Today, this unrepresentative data trains machine learning algorithms, such as facial recognition, which leads to bias that is hardcoded in software. In the United States, facial recognition technologies are best at identifying white faces. On the other hand, Chinese facial recognition software is excellent at identifying East Asian faces but less adept at identifying white or Black faces. These technologies are used by intelligence and law-enforcement agencies, exacerbating existing systemic bias and injustice.
Like any tool, digital technologies have the potential for both positive and negative impact; on the one hand, they are elevating intersectional voices, but on the other, due to lack of diversity in data and culture, they are pushing these voices out. To ensure inclusion, we need to address the foundational problems of diversity in tech.
Addressing the root problems
To support diversity, we first need to address the pipeline problem. If women are only earning one-fifth of computer science degrees compared to their male counterparts, an even smaller percentage are likely to make it to the top companies in the world. Research to find the causation of the pipeline problem brings a lot of correlated issues to the forefront: lack of role models, lack of curriculum that supports girls, even lack of encouragement; this is even further exacerbated for BIPOC girls. In studies where children were asked to draw scientists, young girls drew men twice as often as they depicted women, showing that whatever the causation is, it likely begins from a young age.
Next, there is a culture problem, and it is much broader than Big Tech. Pew Research found that 43 percent of US working women have experienced gender discrimination, twice as likely as men. In Silicon Valley, the home of the biggest tech firms globally, 66 percent of women report feeling excluded from crucial networking and social opportunities because of gender.
Finally, there is a pay gap, and this isn't new. Across the board, firms have always paid women less than men. For women of color, it's even less. The tech industry, for all its progress, falls into the same traps as the rest of society in promoting women and women of color.
For the sake of humanity, we need to get this right.
Modern digital companies are some of the most significant and successful companies in the history of humanity. They innovate on and subvert traditional business practices in so many ways, but this does not mean they are exempt from other societal traps. Society has come a long way empowering and amplifying an ever more diverse intersection of voices. There is a long road ahead for all voices to be valued equally to those of the traditional, white male establishments.
Governments are increasingly adding big data collection processes, machine learning, and artificial intelligence into legislation and institutions. If we do not address systemic bias in these technologies, we risk slowing or even regressing many of the gains that intersectional voices have made.
On August 18, 1920, Tennessee became the last state needed to ratify the 19th amendment, enfranchising women of the time and all future generations. One hundred years later, through intersectional activists' tireless progress, non-traditional voices are louder than ever, but still not equal.
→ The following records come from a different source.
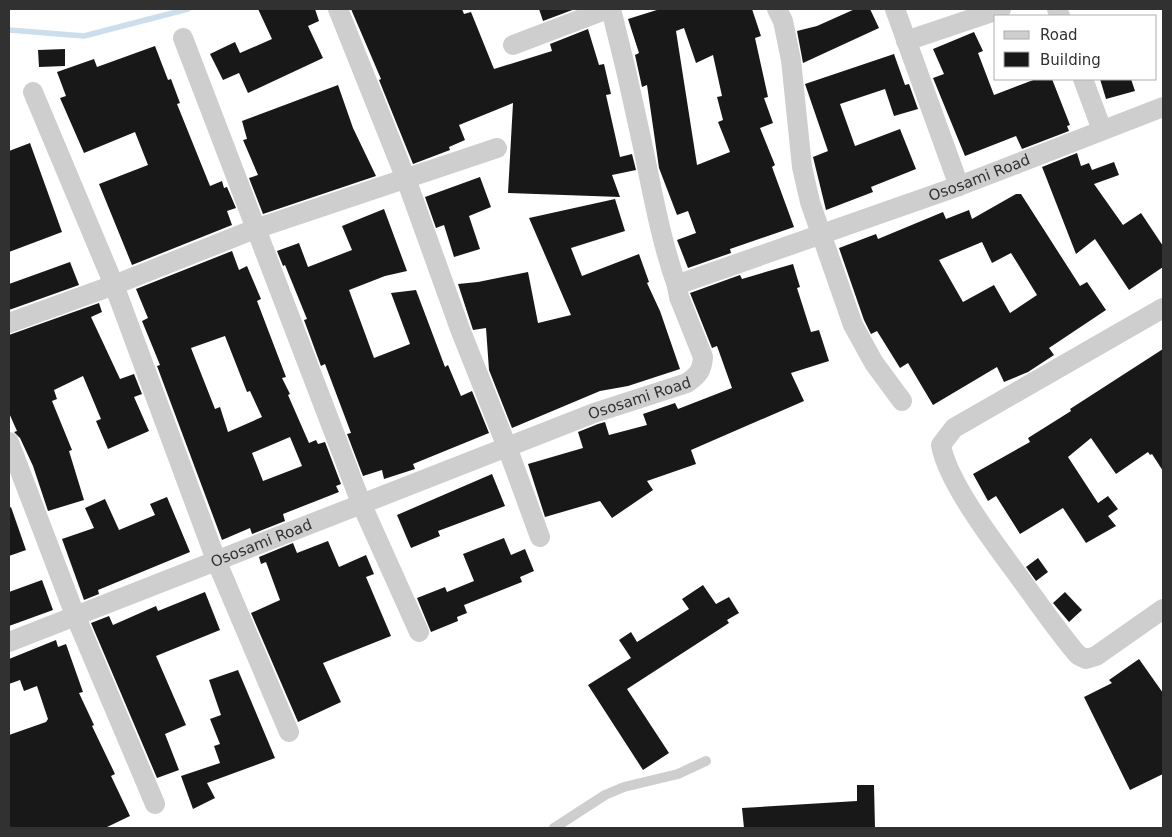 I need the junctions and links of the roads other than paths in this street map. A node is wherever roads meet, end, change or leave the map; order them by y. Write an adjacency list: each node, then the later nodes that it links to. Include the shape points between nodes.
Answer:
1 (338, 9): 14 (street)
2 (777, 9): 17 (street, via 783,21 791,60 802,167)
3 (895, 9): 7 (street)
4 (1001, 9): 7 (street)
5 (614, 10): 8 (street); 19 (street, via 656,215)
6 (184, 38): 16 (street)
7 (906, 41): 15 (street)
8 (512, 46)
9 (1083, 80): 12 (street)
10 (33, 92): 18 (street)
11 (1163, 107): 12 (street, Ososami Road)
12 (1102, 130): 15 (street, Ososami Road)
13 (497, 148): 14 (street)
14 (406, 180): 16 (street); 24 (street)
15 (959, 186): 17 (street, Ososami Road)
16 (255, 229): 18 (street); 25 (street)
17 (821, 235): 19 (street, Ososami Road, via 686,280); 22 (street, via 853,325 874,363)
18 (114, 285): 21 (street); 27 (street)
19 (677, 286): 24 (street, Ososami Road, via 678,298 704,357 698,375 687,383 594,413)
20 (1163, 308): 28 (street, via 954,428 940,444 950,472 993,541 1078,655 1086,659 1096,656)
21 (9, 324)
22 (902, 401)
23 (9, 442): 29 (street)
24 (507, 447): 25 (street, Ososami Road); 26 (street)
25 (361, 503): 27 (street, Ososami Road); 30 (street)
26 (540, 537)
27 (216, 560): 29 (street, Ososami Road); 32 (street)
28 (1163, 609)
29 (75, 615): 31 (street, Ososami Road); 34 (street)
30 (419, 632)
31 (9, 642)
32 (289, 732)
33 (706, 761): 35 (lane, via 678,774 612,792)
34 (155, 804)
35 (554, 828) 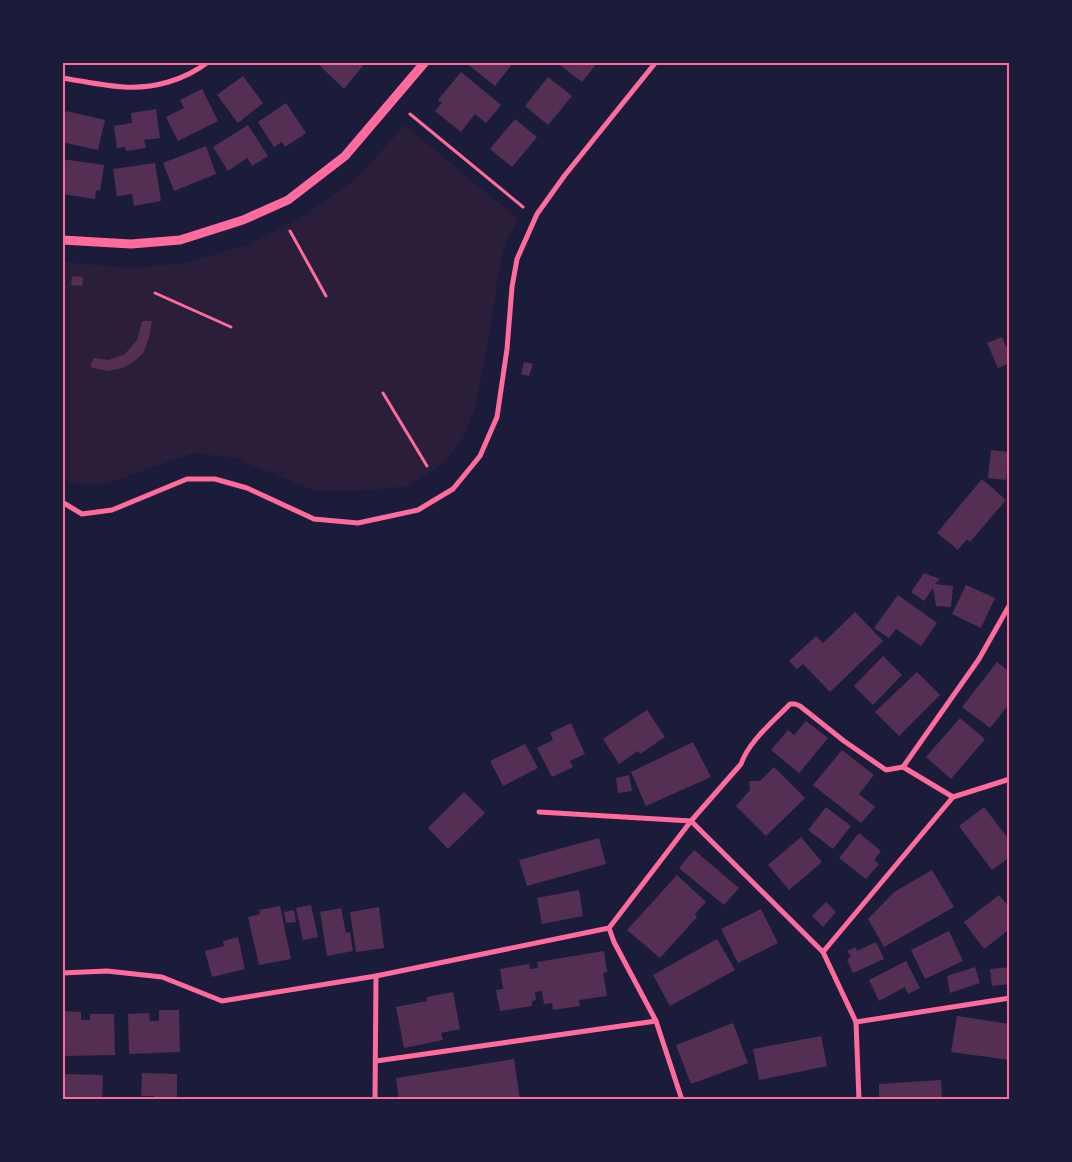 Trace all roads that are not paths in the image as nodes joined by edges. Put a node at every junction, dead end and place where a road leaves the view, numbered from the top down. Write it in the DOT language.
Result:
graph roads {
  1 [pos="208,62"];
  2 [pos="425,62"];
  3 [pos="656,62"];
  4 [pos="62,78"];
  5 [pos="62,240"];
  6 [pos="62,502"];
  7 [pos="1010,604"];
  8 [pos="903,767"];
  9 [pos="1010,779"];
  10 [pos="953,796"];
  11 [pos="539,812"];
  12 [pos="691,821"];
  13 [pos="609,928"];
  14 [pos="823,952"];
  15 [pos="62,973"];
  16 [pos="376,976"];
  17 [pos="1010,998"];
  18 [pos="656,1021"];
  19 [pos="856,1022"];
  20 [pos="376,1062"];
  21 [pos="375,1100"];
  22 [pos="682,1100"];
  23 [pos="859,1100"];
  1 -- 4 [label="street"];
  2 -- 5 [label="street"];
  3 -- 6 [label="street"];
  7 -- 8 [label="street"];
  8 -- 10 [label="street"];
  8 -- 12 [label="street"];
  9 -- 10 [label="street"];
  10 -- 14 [label="street"];
  11 -- 12 [label="street"];
  12 -- 13 [label="street"];
  12 -- 14 [label="street"];
  13 -- 16 [label="street"];
  13 -- 18 [label="street"];
  14 -- 19 [label="street"];
  15 -- 16 [label="street"];
  16 -- 20 [label="street"];
  17 -- 19 [label="street"];
  18 -- 20 [label="street"];
  18 -- 22 [label="street"];
  19 -- 23 [label="street"];
  20 -- 21 [label="street"];
} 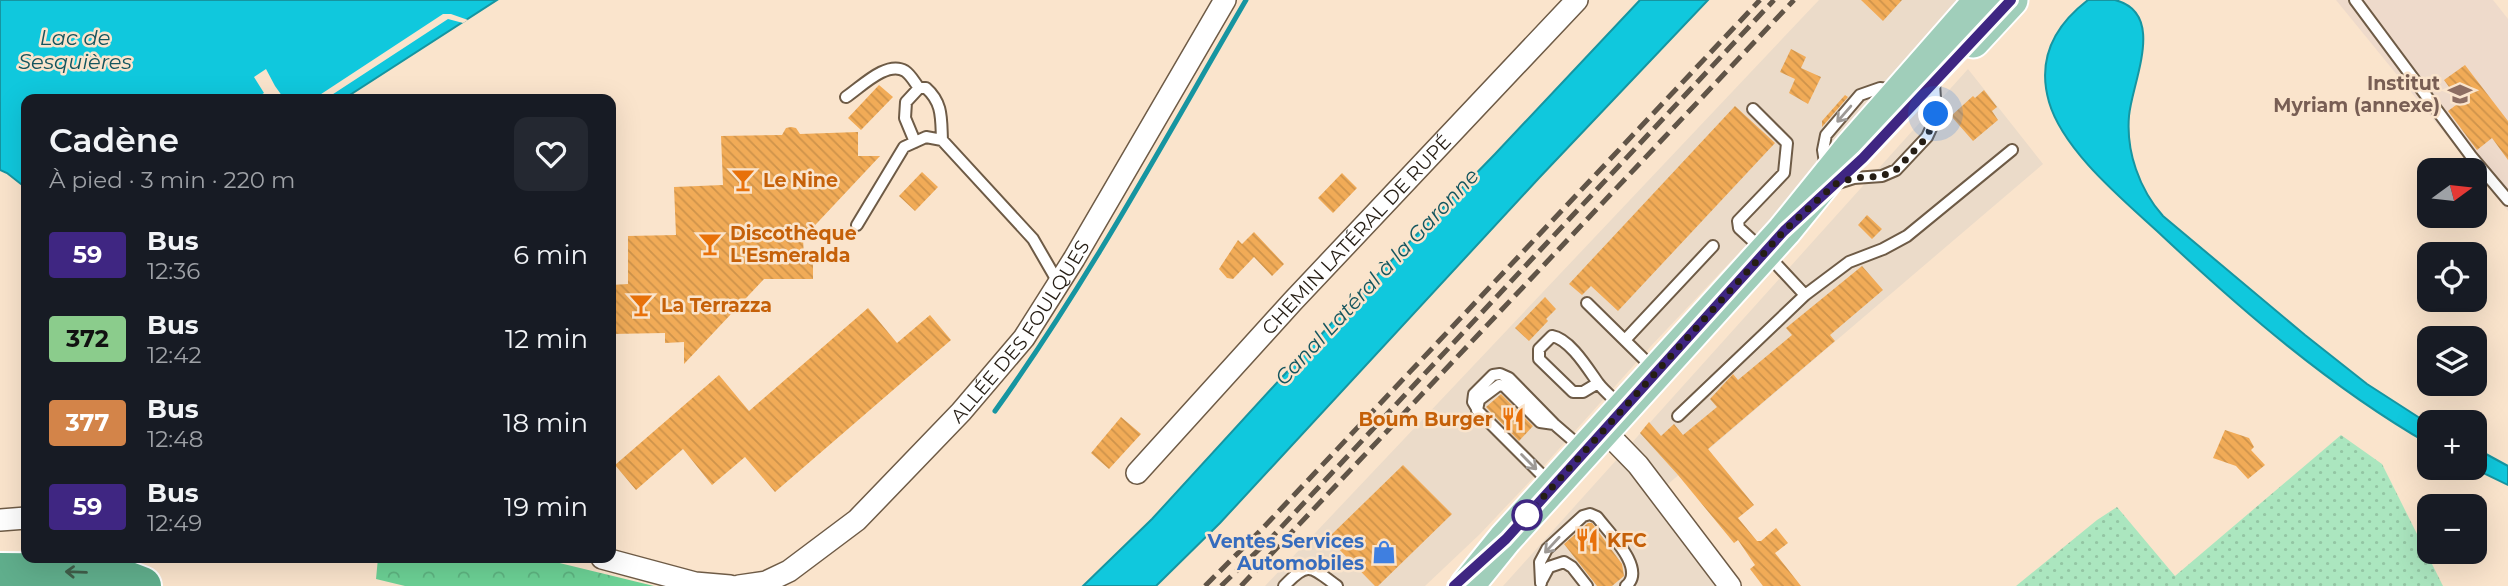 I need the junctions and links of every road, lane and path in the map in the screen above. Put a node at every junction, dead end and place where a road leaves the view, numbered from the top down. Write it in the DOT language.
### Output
graph roads {
  1 [pos="1225,0"];
  2 [pos="1577,0"];
  3 [pos="1981,0"];
  4 [pos="2011,0"];
  5 [pos="2355,0"];
  6 [pos="919,88"];
  7 [pos="846,97"];
  8 [pos="1753,109"];
  9 [pos="942,140"];
  10 [pos="915,142"];
  11 [pos="2012,150"];
  12 [pos="1831,181"];
  13 [pos="2508,200"];
  14 [pos="857,225"];
  15 [pos="1774,241"];
  16 [pos="1713,246"];
  17 [pos="1059,284"];
  18 [pos="1805,295"];
  19 [pos="1587,303"];
  20 [pos="1625,340"];
  21 [pos="1657,372"];
  22 [pos="1598,383"];
  23 [pos="1678,416"];
  24 [pos="1604,430"];
  25 [pos="1137,473"];
  26 [pos="1553,486"];
  27 [pos="21,518"];
  28 [pos="0,520"];
  29 [pos="1506,539"];
  30 [pos="616,562"];
  31 [pos="0,572"];
  32 [pos="1542,585"];
  33 [pos="142,586"];
  34 [pos="730,586"];
  35 [pos="739,586"];
  36 [pos="1284,586"];
  37 [pos="1337,586"];
  38 [pos="1455,586"];
  39 [pos="1467,586"];
  40 [pos="1587,586"];
  41 [pos="1626,586"];
  42 [pos="1730,586"];
  1 -- 17 [label="street, ALLÉE DES FOULQUES"];
  2 -- 25 [label="street, CHEMIN LATÉRAL DE RUPÉ"];
  3 -- 12 [label="main road, one-way"];
  4 -- 12 [label="main road"];
  5 -- 13 [label="lane"];
  6 -- 7 [label="lane"];
  6 -- 9 [label="lane"];
  6 -- 10 [label="lane"];
  8 -- 15 [label="lane"];
  9 -- 10 [label="lane"];
  9 -- 17 [label="lane"];
  10 -- 14 [label="lane"];
  11 -- 18 [label="lane"];
  12 -- 15 [label="main road"];
  15 -- 18 [label="lane"];
  15 -- 21 [label="main road"];
  16 -- 20 [label="lane"];
  17 -- 35 [label="street, ALLÉE DES FOULQUES"];
  18 -- 23 [label="lane"];
  19 -- 20 [label="lane"];
  20 -- 21 [label="lane"];
  21 -- 24 [label="main road"];
  22 -- 22 [label="lane"];
  22 -- 24 [label="lane"];
  24 -- 26 [label="main road"];
  24 -- 26 [label="lane, one-way"];
  24 -- 42 [label="street"];
  26 -- 29 [label="main road"];
  27 -- 28 [label="street"];
  29 -- 38 [label="main road"];
  29 -- 39 [label="main road"];
  30 -- 34 [label="street"];
  33 -- 31 [label="highway, one-way"];
  32 -- 40 [label="lane"];
  41 -- 32 [label="lane, one-way"];
  36 -- 37 [label="lane"];
} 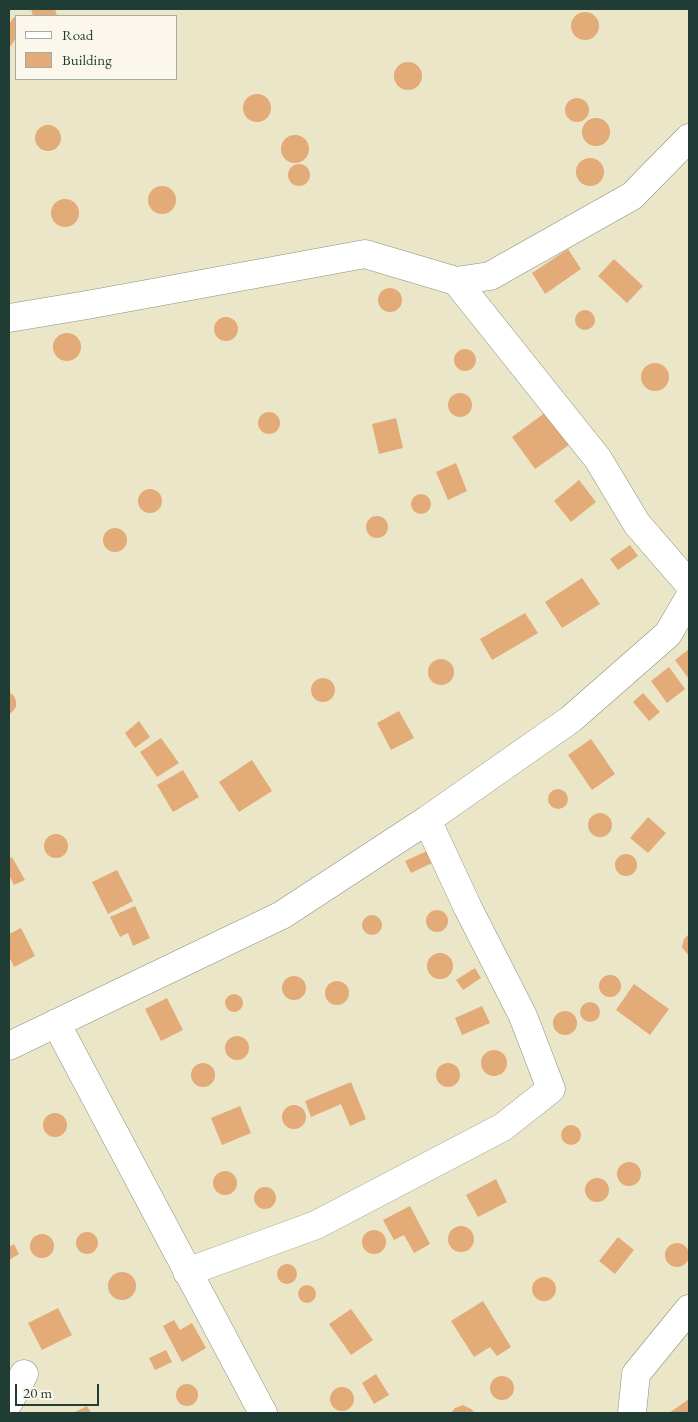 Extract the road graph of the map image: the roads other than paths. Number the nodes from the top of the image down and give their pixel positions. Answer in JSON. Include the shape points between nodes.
{"nodes":[{"id":1,"x":689,"y":138,"type":"edge"},
{"id":2,"x":456,"y":281,"type":"junction"},
{"id":3,"x":9,"y":318,"type":"edge"},
{"id":4,"x":689,"y":584,"type":"edge"},
{"id":5,"x":689,"y":598,"type":"edge"},
{"id":6,"x":427,"y":820,"type":"junction"},
{"id":7,"x":56,"y":1023,"type":"junction"},
{"id":8,"x":9,"y":1046,"type":"edge"},
{"id":9,"x":187,"y":1272,"type":"junction"},
{"id":10,"x":689,"y":1309,"type":"edge"},
{"id":11,"x":24,"y":1374,"type":"dead end"},
{"id":12,"x":9,"y":1402,"type":"edge"},
{"id":13,"x":263,"y":1413,"type":"edge"},
{"id":14,"x":632,"y":1413,"type":"edge"}],
"edges":[{"from":1,"to":2,"type":"street","via":[[632,196],[490,276]]},
{"from":2,"to":3,"type":"street","via":[[365,254]]},
{"from":2,"to":4,"type":"street","via":[[598,459],[637,524]]},
{"from":5,"to":6,"type":"street","via":[[668,634],[572,719]]},
{"from":6,"to":7,"type":"street","via":[[282,915]]},
{"from":6,"to":9,"type":"street","via":[[522,1016],[551,1089],[503,1127],[316,1225]]},
{"from":7,"to":8,"type":"street"},
{"from":7,"to":9,"type":"street"},
{"from":9,"to":13,"type":"street"},
{"from":10,"to":14,"type":"street","via":[[636,1374]]},
{"from":11,"to":12,"type":"street"}]} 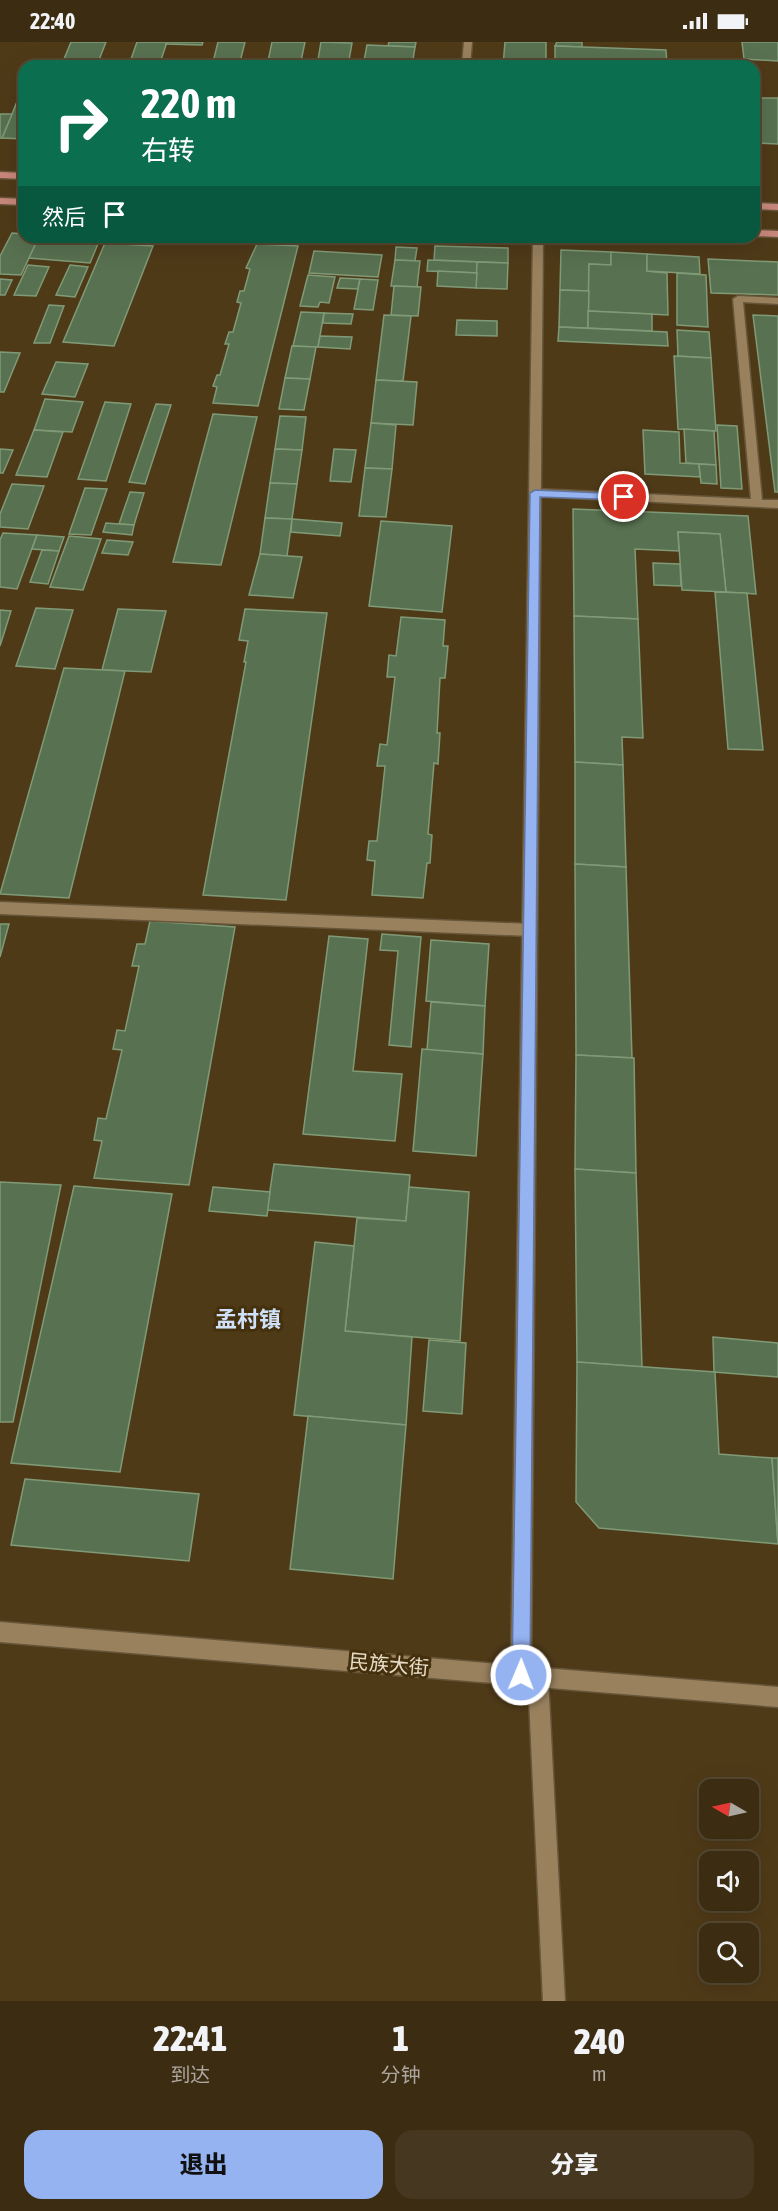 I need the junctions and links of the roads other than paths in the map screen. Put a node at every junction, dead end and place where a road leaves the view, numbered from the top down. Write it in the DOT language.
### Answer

Looking to the future, we must rectify data gaps, hire diverse teams in gender, race, and orientation, and fix pipeline and culture problems. For tech companies to spur the next level of product adoption and consumer trust, they must overturn traditional discriminatory practices in favor of radical diversity; society's future depends on it.
Correction: an earlier version of this article claimed that the 19th Amendment created universal suffrage. The United States did not provide universal suffrage until 1957; Native Americans were the last to receive this right.